Et cependant, une note de vie manque à tout cela, pour elle. Ses admirations, ses sensations d'art, elle ne peut les échanger. Elle est toujours seule, et elle sent que, si artiste que soit son père, elle n'est pas en communion complète avec lui, parce qu'il a, lui, un côté technique qui lui fait défaut, à elle. Il peut s'enthousiasmer pour la note plastique, pour le savoir-faire, pour la partie matérielle de l'art. Elle est, elle, une primitive, tout sentiment, et il faut que l'art la touche et lui parle à l'âme. Elle a, en outre, quelquefois vaguement souffert de constater chez son père quelque chose de léger, d'un peu sceptique. Il ne la comprend pas toujours: peut-être après si longtemps, a-t-il oublié l'âme bretonne. D'ailleurs, elle a vainement essayé de fondre leurs deux passés, de faire revivre cette longue durée de leurs existences qu'ils ne connaissent pas. Hervé a peur de souffrir, fut-ce de l'évocation des choses évanouies; il ne désire pas ranimer les cendres des chagrins disparus, et, content de voir près de lui cette fille tendre et attentive dont la beauté réjouit son oeil d'artiste, dont les soins lui rendent un confort oublié, il ne ressent aucune curiosité au sujet des années qu'elle a passées loin de lui, ni des impressions naïves d'une jeunesse écoulée dans un milieu rustique.

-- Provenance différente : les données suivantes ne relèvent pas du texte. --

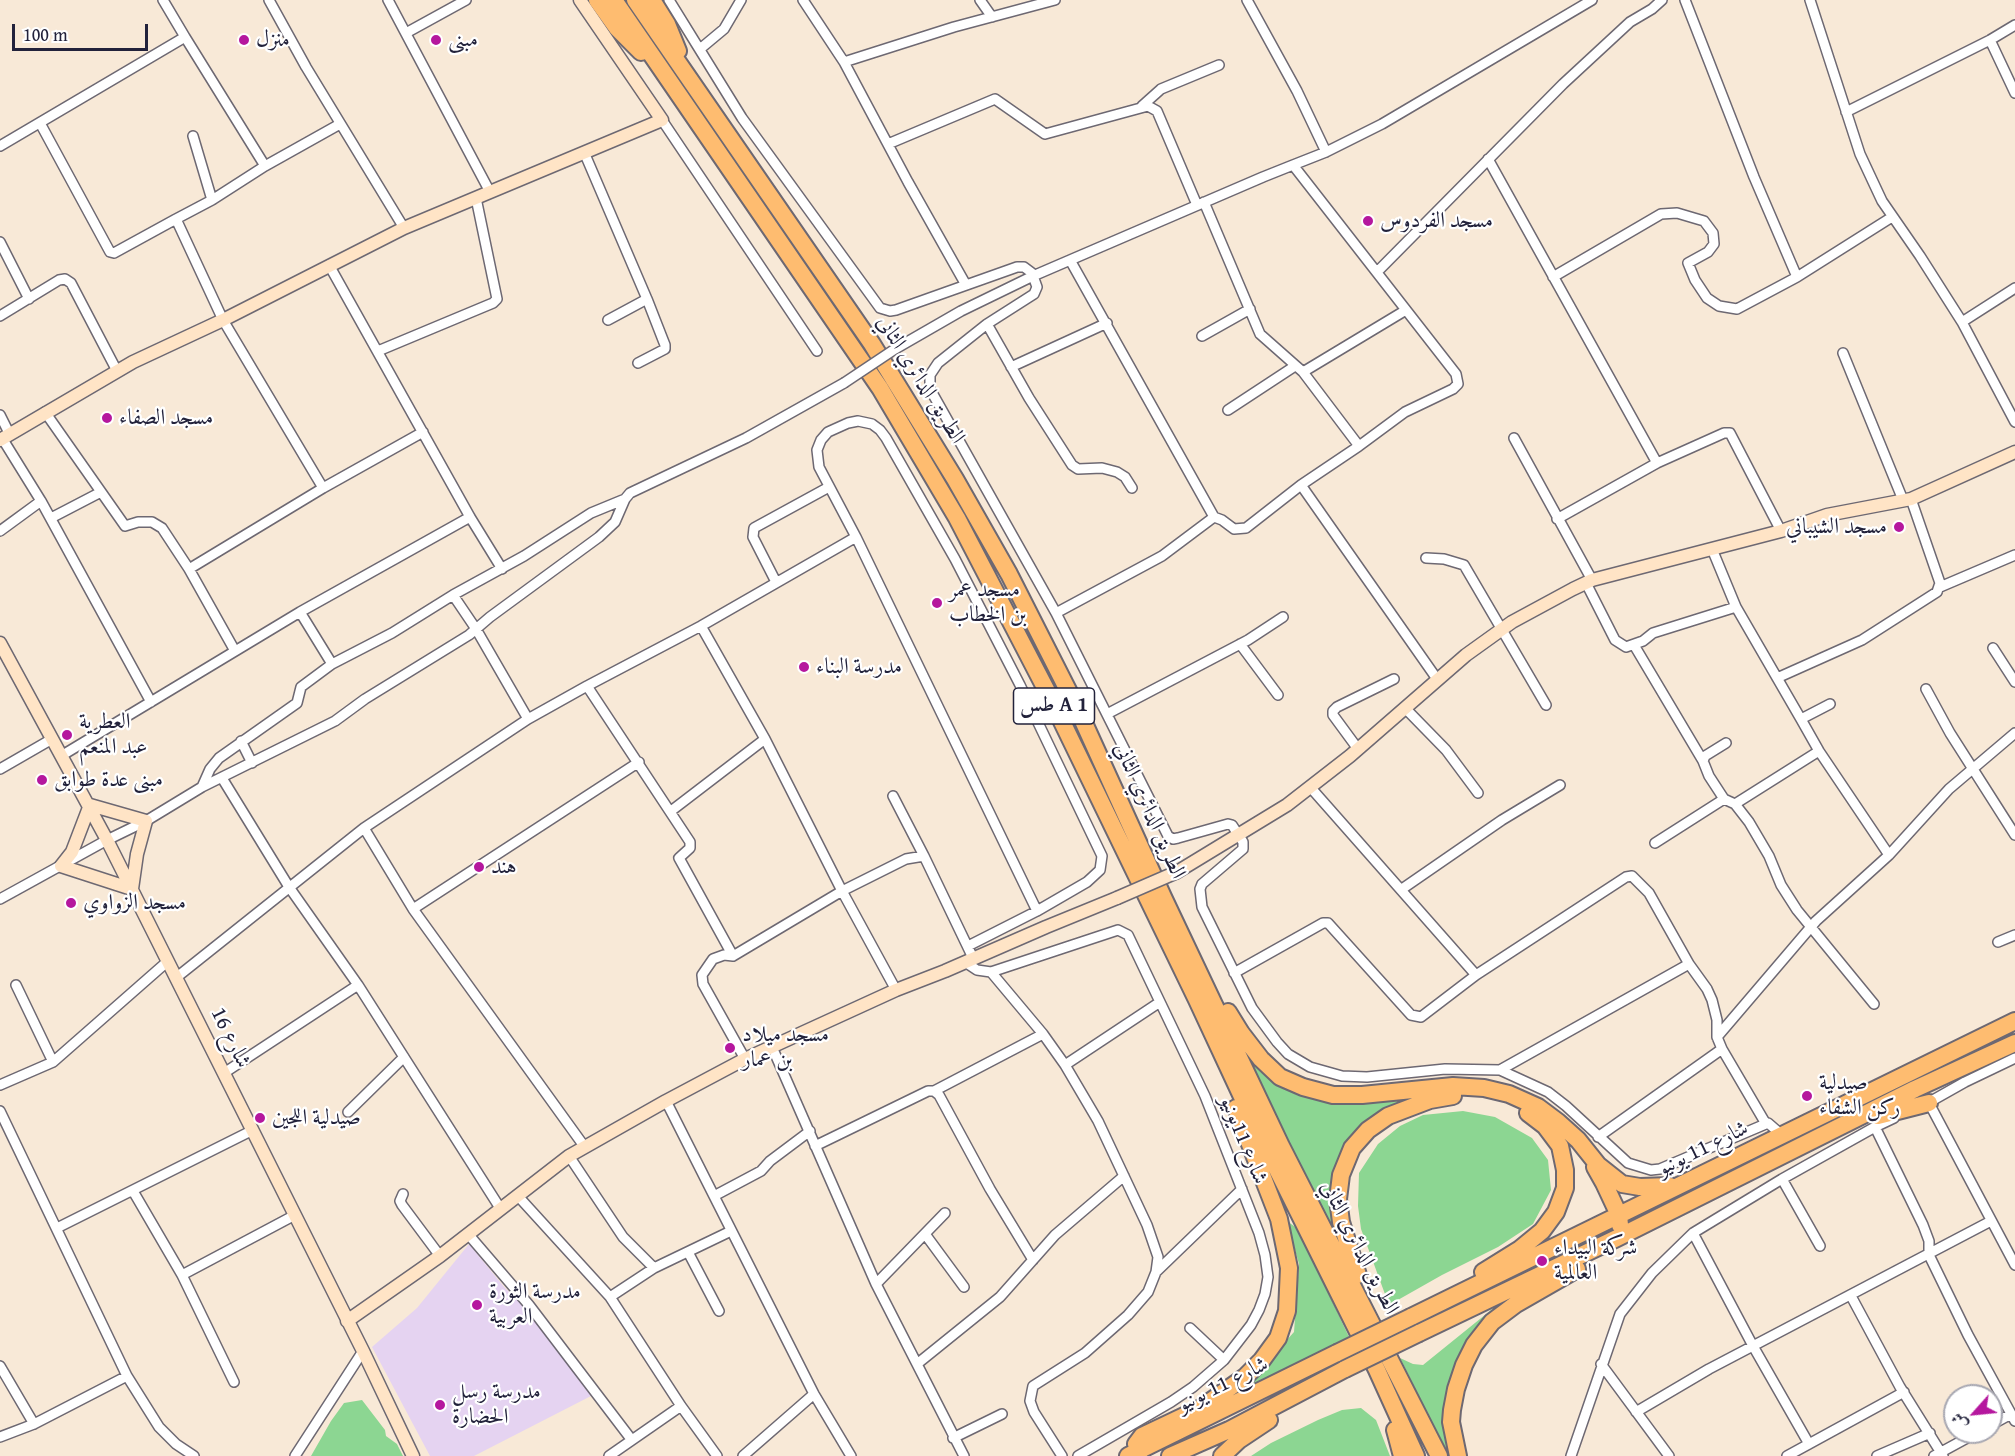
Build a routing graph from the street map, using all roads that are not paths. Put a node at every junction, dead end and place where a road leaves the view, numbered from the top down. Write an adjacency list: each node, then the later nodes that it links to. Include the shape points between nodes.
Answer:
1 (164, 0): 23 (street)
2 (269, 0): 35 (street)
3 (388, 0): 22 (street)
4 (466, 0): 22 (street)
5 (580, 0): 33 (street)
6 (597, 0): 26 (highway, via 626,38)
7 (614, 0): 26 (highway, الطريق الدائري الثاني / طس A 1)
8 (635, 0): 29 (highway, الطريق الدائري الثاني / طس A 1)
9 (652, 0): 29 (highway, via 672,36)
10 (669, 0): 25 (street)
11 (741, 0): 25 (street, via 724,29)
12 (803, 0): 27 (street)
13 (980, 0): 20 (street)
14 (1055, 0): 20 (street)
15 (1246, 0): 40 (street)
16 (1592, 0): 40 (street, via 1382,124)
17 (1662, 0): 41 (street, via 1630,22)
18 (1685, 0): 57 (street)
19 (1810, 0): 32 (street)
20 (992, 17): 27 (street)
21 (2015, 25): 24 (street)
22 (406, 33): 44 (street)
23 (185, 37): 34 (street); 43 (street)
24 (1990, 40): 30 (street); 32 (street)
25 (700, 49): 58 (street, via 757,140 878,306 893,311)
26 (656, 62): 187 (highway, الطريق الدائري الثاني / طس A 1, via 863,363 912,441 999,596)
27 (844, 62): 37 (street)
28 (1218, 65): 31 (street, via 1161,90)
29 (684, 72): 175 (highway, الطريق الدائري الثاني / طس A 1, via 843,300 955,479 1009,574 1079,712)
30 (2015, 93)
31 (1142, 106): 37 (street, via 1045,135 995,99); 47 (street, via 1157,111)
32 (1846, 111): 48 (street, via 1860,153)
33 (662, 120): 39 (street); 72 (street)
34 (40, 123): 38 (street); 49 (street, via 110,252)
35 (340, 124): 43 (street); 50 (street)
36 (193, 136): 46 (street)
37 (888, 144): 58 (street)
38 (0, 146)
39 (584, 152): 44 (street); 61 (street)
40 (1326, 152): 42 (street)
41 (1488, 159): 54 (street); 56 (street)
42 (1293, 165): 47 (street); 54 (street)
43 (265, 166): 46 (street)
44 (490, 192): 45 (street)
45 (476, 198): 50 (street); 71 (street, via 497,298 465,316)
46 (212, 200): 49 (street)
47 (1201, 204): 52 (street); 62 (street)
48 (1892, 217): 57 (street); 67 (street)
49 (176, 219): 65 (street)
50 (404, 228): 53 (street)
51 (0, 242): 60 (street)
52 (1070, 260): 55 (street); 68 (street)
53 (329, 265): 65 (street); 71 (street)
54 (1377, 272): 63 (street)
55 (1033, 276): 58 (street, via 1027,268 1017,267); 69 (street, via 1037,287 1034,294); 93 (street, bridge, via 961,311 746,438 634,490)
56 (1553, 277): 57 (street, via 1669,213 1704,221 1710,227 1714,244 1688,263 1707,298 1719,306 1737,309); 87 (street)
57 (1797, 277)
58 (966, 285)
59 (2015, 288): 67 (street)
60 (29, 298): 64 (street); 77 (street, via 59,280 71,283)
61 (647, 299): 66 (street); 74 (street, via 665,349)
62 (1250, 309): 70 (street); 76 (street, via 1260,334)
63 (1406, 310): 76 (street); 85 (street, via 1456,374 1458,384 1405,412)
64 (0, 315)
65 (223, 320): 77 (street); 90 (street)
66 (608, 320)
67 (1962, 322): 81 (street)
68 (1107, 323): 75 (street); 97 (street)
69 (987, 324): 75 (street); 114 (street, via 934,367 930,389)
70 (1202, 336)
71 (378, 351): 82 (street)
72 (817, 351)
73 (1843, 353): 94 (street)
74 (638, 363)
75 (1011, 367): 91 (street, via 1072,465 1078,469 1117,472)
76 (1299, 369): 78 (street); 85 (street)
77 (117, 371): 79 (street)
78 (1228, 410)
79 (45, 412): 83 (street); 92 (street)
80 (0, 415): 83 (street)
81 (2015, 422)
82 (423, 432): 90 (street); 96 (street)
83 (4, 437): 95 (street)
84 (1515, 438): 99 (street)
85 (1359, 447): 88 (street)
86 (2015, 452): 94 (street)
87 (1657, 464): 99 (street); 101 (street, via 1730,433)
88 (1301, 484): 97 (street, via 1246,528 1234,529); 127 (street)
89 (829, 487): 102 (street); 109 (street, via 753,528 753,537); 178 (street, via 816,456 824,436 853,422 877,426 955,559 1025,695 1102,856 1102,866 1096,874)
90 (323, 488): 106 (street)
91 (1132, 488)
92 (101, 492): 98 (street); 106 (street, via 125,526 152,522 162,528)
93 (625, 499): 107 (street, via 591,513); 117 (street, via 608,530)
94 (1907, 500): 101 (street, via 1827,516); 110 (street)
95 (41, 501): 98 (street); 100 (street)
96 (470, 517): 107 (street); 113 (street)
97 (1214, 517): 114 (street, via 1162,556)
98 (51, 518): 132 (street)
99 (1557, 519): 108 (street)
100 (0, 531)
101 (1781, 531): 103 (street)
102 (856, 537): 109 (street); 178 (street)
103 (1712, 549): 108 (street); 112 (street)
104 (2015, 555): 110 (street)
105 (1426, 558): 118 (street, via 1464,565)
106 (189, 569): 123 (street)
107 (502, 569): 111 (street)
108 (1589, 581): 118 (street); 121 (street, via 1616,640 1626,646)
109 (776, 582): 116 (street)
110 (1940, 587): 126 (street, via 1862,640)
111 (453, 595): 117 (street); 124 (street)
112 (1736, 607): 121 (street, via 1653,633); 126 (street)
113 (300, 612): 123 (street); 124 (street)
114 (1056, 613): 136 (street)
115 (1283, 617): 120 (street)
116 (701, 627): 129 (street); 141 (street)
117 (476, 629): 137 (street); 149 (street, via 335,722)
118 (1501, 630): 127 (street); 134 (street)
119 (0, 643): 140 (street, شارع 16)
120 (1240, 644): 131 (street); 136 (street)
121 (1634, 645): 147 (street)
122 (1993, 648): 128 (street)
123 (236, 651): 132 (street)
124 (332, 664): 142 (street, via 301,687 297,703)
125 (1394, 678): 144 (street, via 1333,711)
126 (1776, 678): 138 (street)
127 (1437, 679): 135 (street)
128 (2015, 682)
129 (587, 686): 137 (street); 148 (street)
130 (1926, 690): 151 (street)
131 (1278, 695)
132 (151, 702): 146 (street)
133 (1830, 704): 138 (street)
134 (1546, 705)
135 (1405, 708): 144 (street); 156 (street, via 1446,750)
136 (1107, 714): 164 (street, via 1168,836 1178,838 1228,824)
137 (528, 719): 163 (street)
138 (1802, 721): 145 (street)
139 (2015, 733): 151 (street)
140 (52, 739): 146 (street, شارع 16); 150 (street)
141 (765, 739): 161 (street); 174 (street)
142 (241, 741): 149 (street); 154 (street, via 219,758)
143 (1726, 743): 147 (street)
144 (1358, 749): 155 (street)
145 (1818, 751): 159 (street); 168 (street)
146 (61, 756): 160 (street, شارع 16)
147 (1702, 761): 158 (street)
148 (639, 762): 161 (street); 177 (street)
149 (252, 763): 152 (street)
150 (0, 769)
151 (1972, 769): 165 (street); 168 (street)
152 (222, 778): 154 (street); 171 (street)
153 (1560, 785): 173 (street)
154 (202, 787): 162 (street)
155 (1311, 788): 164 (street); 173 (street)
156 (1478, 793)
157 (893, 796): 169 (street)
158 (1724, 800): 159 (street); 167 (street)
159 (1735, 804): 179 (street, via 1765,849 1781,885)
160 (90, 805): 162 (street); 166 (street, شارع 16); 170 (street, via 72,852)
161 (671, 811): 183 (street, via 690,842 680,861)
162 (146, 821): 166 (street); 172 (street)
163 (364, 828): 171 (street); 177 (street)
164 (1239, 834): 184 (street, bridge, via 1177,872); 189 (street, via 1243,849 1200,890 1202,908)
165 (2015, 835)
166 (107, 840): 170 (street); 172 (street, شارع 16)
167 (1655, 843)
168 (1889, 855): 179 (street)
169 (924, 856): 174 (street, via 906,859); 182 (street)
170 (60, 866): 172 (street); 176 (street)
171 (289, 887): 191 (street); 193 (street)
172 (132, 889): 185 (street, شارع 16)
173 (1402, 889): 190 (street)
174 (842, 891): 183 (street); 194 (street)
175 (1163, 897): 223 (highway, via 1241,1033 1280,1077 1332,1095 1453,1086 1484,1088 1538,1107); 262 (highway, الطريق الدائري الثاني / طس A 1, via 1281,1146)
176 (0, 899)
177 (413, 909): 224 (street)
178 (1037, 911): 182 (street)
179 (1811, 928): 196 (street); 199 (street)
180 (2015, 935): 181 (street)
181 (1998, 942)
182 (968, 946): 184 (street)
183 (733, 956): 205 (street, via 713,959 702,975 705,988)
184 (969, 960): 188 (street, via 977,970); 194 (street)
185 (168, 961): 191 (street, شارع 16); 206 (street)
186 (1689, 964): 190 (street, via 1649,893 1632,876 1626,876); 199 (street, via 1712,1000); 208 (street)
187 (1181, 968): 251 (highway, الطريق الدائري الثاني / طس A 1); 287 (highway, via 1279,1219 1289,1268 1287,1311 1278,1338 1245,1377 1200,1408 1142,1437 1136,1444)
188 (991, 972): 195 (street, شارع 11يونيو, via 1118,930 1128,935); 198 (street)
189 (1234, 973): 190 (street, via 1326,922 1416,1017); 208 (street, via 1276,1042 1310,1067 1342,1076 1367,1077 1445,1069)
190 (1476, 975)
191 (177, 977): 209 (street, شارع 16)
192 (16, 985): 206 (street)
193 (358, 985): 203 (street); 209 (street)
194 (896, 990): 201 (street)
195 (1160, 1002): 207 (street); 230 (street, شارع 11يونيو)
196 (1874, 1004)
197 (2015, 1021): 221 (highway, شارع 11 يونيو)
198 (1043, 1034): 207 (street); 211 (street)
199 (1717, 1037): 202 (street)
200 (2015, 1043): 217 (highway, شارع 11 يونيو)
201 (772, 1047): 205 (street); 220 (street)
202 (1722, 1049): 216 (street); 222 (street)
203 (404, 1057): 215 (street); 235 (street)
204 (2015, 1058): 213 (street)
205 (746, 1059): 212 (street)
206 (53, 1062): 210 (street)
207 (1065, 1065): 227 (street)
208 (1500, 1070): 222 (street, via 1548,1092)
209 (224, 1073): 219 (street, شارع 16)
210 (0, 1085)
211 (934, 1091): 225 (street); 250 (street)
212 (666, 1101): 224 (street); 234 (street)
213 (1929, 1103): 217 (highway); 218 (street); 239 (street)
214 (0, 1111): 240 (street)
215 (348, 1112)
216 (1766, 1124): 221 (street); 222 (street, via 1651,1170 1628,1163)
217 (1845, 1124): 245 (highway, شارع 11 يونيو)
218 (1875, 1127): 228 (street); 248 (street, via 1923,1225)
219 (253, 1130): 231 (street); 237 (street, شارع 16)
220 (810, 1131): 225 (street); 234 (street, via 761,1171)
221 (1783, 1136): 229 (highway, شارع 11 يونيو)
222 (1598, 1137)
223 (1578, 1140): 229 (highway, via 1598,1165 1622,1184); 238 (highway)
224 (584, 1146): 226 (street)
225 (815, 1146): 256 (street)
226 (568, 1156): 233 (street); 253 (street, via 622,1237)
227 (1124, 1176): 250 (street, via 1055,1235); 254 (street, via 1158,1257)
228 (1782, 1179): 242 (street); 246 (street)
229 (1677, 1186): 238 (highway, شارع 11 يونيو)
230 (1242, 1189): 254 (street); 267 (street, شارع 11يونيو, via 1259,1233 1268,1277 1255,1318)
231 (133, 1191): 240 (street); 255 (street)
232 (403, 1194): 249 (street, via 402,1205)
233 (517, 1195): 235 (street); 259 (street)
234 (714, 1196): 241 (street)
235 (500, 1208): 243 (street)
236 (945, 1213): 244 (street)
237 (295, 1215): 255 (street); 263 (street, شارع 16)
238 (1618, 1215): 245 (highway); 260 (highway, شارع 11 يونيو)
239 (1991, 1221): 248 (street); 252 (street)
240 (57, 1228): 271 (street)
241 (731, 1231): 247 (street); 275 (street)
242 (1693, 1233): 265 (street); 269 (street, via 1652,1273 1620,1314)
243 (468, 1234): 249 (street); 284 (street, via 529,1305)
244 (925, 1234): 256 (street); 257 (street)
245 (1617, 1238): 273 (highway, شارع 11 يونيو, bridge); 304 (highway, via 1610,1249 1516,1304 1492,1322 1474,1345 1461,1373 1452,1410)
246 (1820, 1246)
247 (687, 1252): 253 (street); 261 (street)
248 (1929, 1255): 258 (street); 279 (street)
249 (440, 1256): 263 (street)
250 (1033, 1260): 268 (street, via 1000,1297)
251 (1322, 1262): 301 (highway, via 1390,1414); 302 (highway, الطريق الدائري الثاني / طس A 1)
252 (2015, 1265)
253 (654, 1268): 259 (street)
254 (1156, 1272): 297 (street, via 1148,1292 1128,1315 1085,1353 1033,1386 1030,1401 1034,1412)
255 (182, 1275): 272 (street)
256 (876, 1284): 268 (street)
257 (964, 1287)
258 (1851, 1296): 265 (street); 274 (street)
259 (610, 1297): 276 (street)
260 (1435, 1305): 262 (highway, via 1520,1249 1542,1232 1556,1212 1565,1188 1560,1146 1545,1126 1526,1111 1476,1097 1430,1100 1388,1116 1352,1148 1341,1175 1338,1199 1341,1222); 287 (highway, شارع 11 يونيو, bridge)
261 (719, 1311)
262 (1371, 1320): 303 (highway, الطريق الدائري الثاني / طس A 1)
263 (347, 1321): 266 (street, شارع 16)
264 (1191, 1328): 267 (street)
265 (1753, 1346): 277 (street); 285 (street)
266 (363, 1351): 290 (street); 291 (street, شارع 16)
267 (1224, 1360): 298 (street, شارع 11يونيو, via 1171,1402)
268 (917, 1364): 283 (street)
269 (1601, 1364): 277 (street); 305 (street)
270 (0, 1366): 280 (street)
271 (128, 1376): 280 (street); 289 (street, via 159,1427)
272 (234, 1382)
273 (1312, 1388): 299 (highway, شارع 11 يونيو); 300 (highway)
274 (1904, 1392): 281 (street); 285 (street)
275 (814, 1394): 294 (street); 295 (street)
276 (681, 1407): 284 (street); 293 (street)
277 (1636, 1412): 306 (street)
278 (1002, 1414): 283 (street)
279 (2013, 1417)
280 (34, 1424): 282 (street)
281 (1930, 1433): 288 (street); 308 (street)
282 (0, 1437)
283 (953, 1438): 296 (street)
284 (631, 1439): 292 (street)
285 (1809, 1444): 307 (street)
286 (1958, 1444): 288 (street)
287 (1135, 1455)
288 (1939, 1455)
289 (194, 1456)
290 (295, 1456)
291 (413, 1456)
292 (609, 1456)
293 (717, 1456)
294 (743, 1456)
295 (851, 1456)
296 (964, 1456)
297 (1062, 1456)
298 (1078, 1456)
299 (1170, 1456)
300 (1222, 1456)
301 (1402, 1456)
302 (1416, 1456)
303 (1439, 1456)
304 (1458, 1456)
305 (1571, 1456)
306 (1669, 1456)
307 (1787, 1456)
308 (1877, 1456)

Ses amis ont repris le chemin de son atelier. Ils sont, pour la plupart, d'un certain âge et cosmopolites. Il s'anime facilement, comme les gens nerveux, et justifie sa réputation de causeur brillant. Les Français qui se piquent d'art ne manquent pas de venir le voir. Les Italiens aiment son enthousiasme pour leur pays, et l'oeuvre que ce pays lui a en grande partie inspirée. Les Américains paient très cher ses études du Canal Grande et de la Giudeca. On fume chez lui de bons cigares, on boit du café et de la limonade, et Léna se sent de plus en plus étrangère à ce milieu de touristes ou de cosmopolites, où son père lui apparaît sous un jour nouveau.

Elle travaille d'ordinaire dans l'atelier. D'abord, elle gardait le silence sur des questions qui lui étaient inconnues; mais peu à peu, son goût s'est formé; peu à peu, elle se sent capable de formuler une idée, un avis, et quelques-uns de ces visiteurs lui deviennent sympathiques. En revanche, il y en a d'autres qu'elle déteste. Elle sent bien que son père lui-même la regarde avec embarras lorsque ceux-ci arrivent, et elle a coutume, alors, de plier son ouvrage et de se retirer dans la petite chambre qu'elle a réussi à rendre a peu près habitable.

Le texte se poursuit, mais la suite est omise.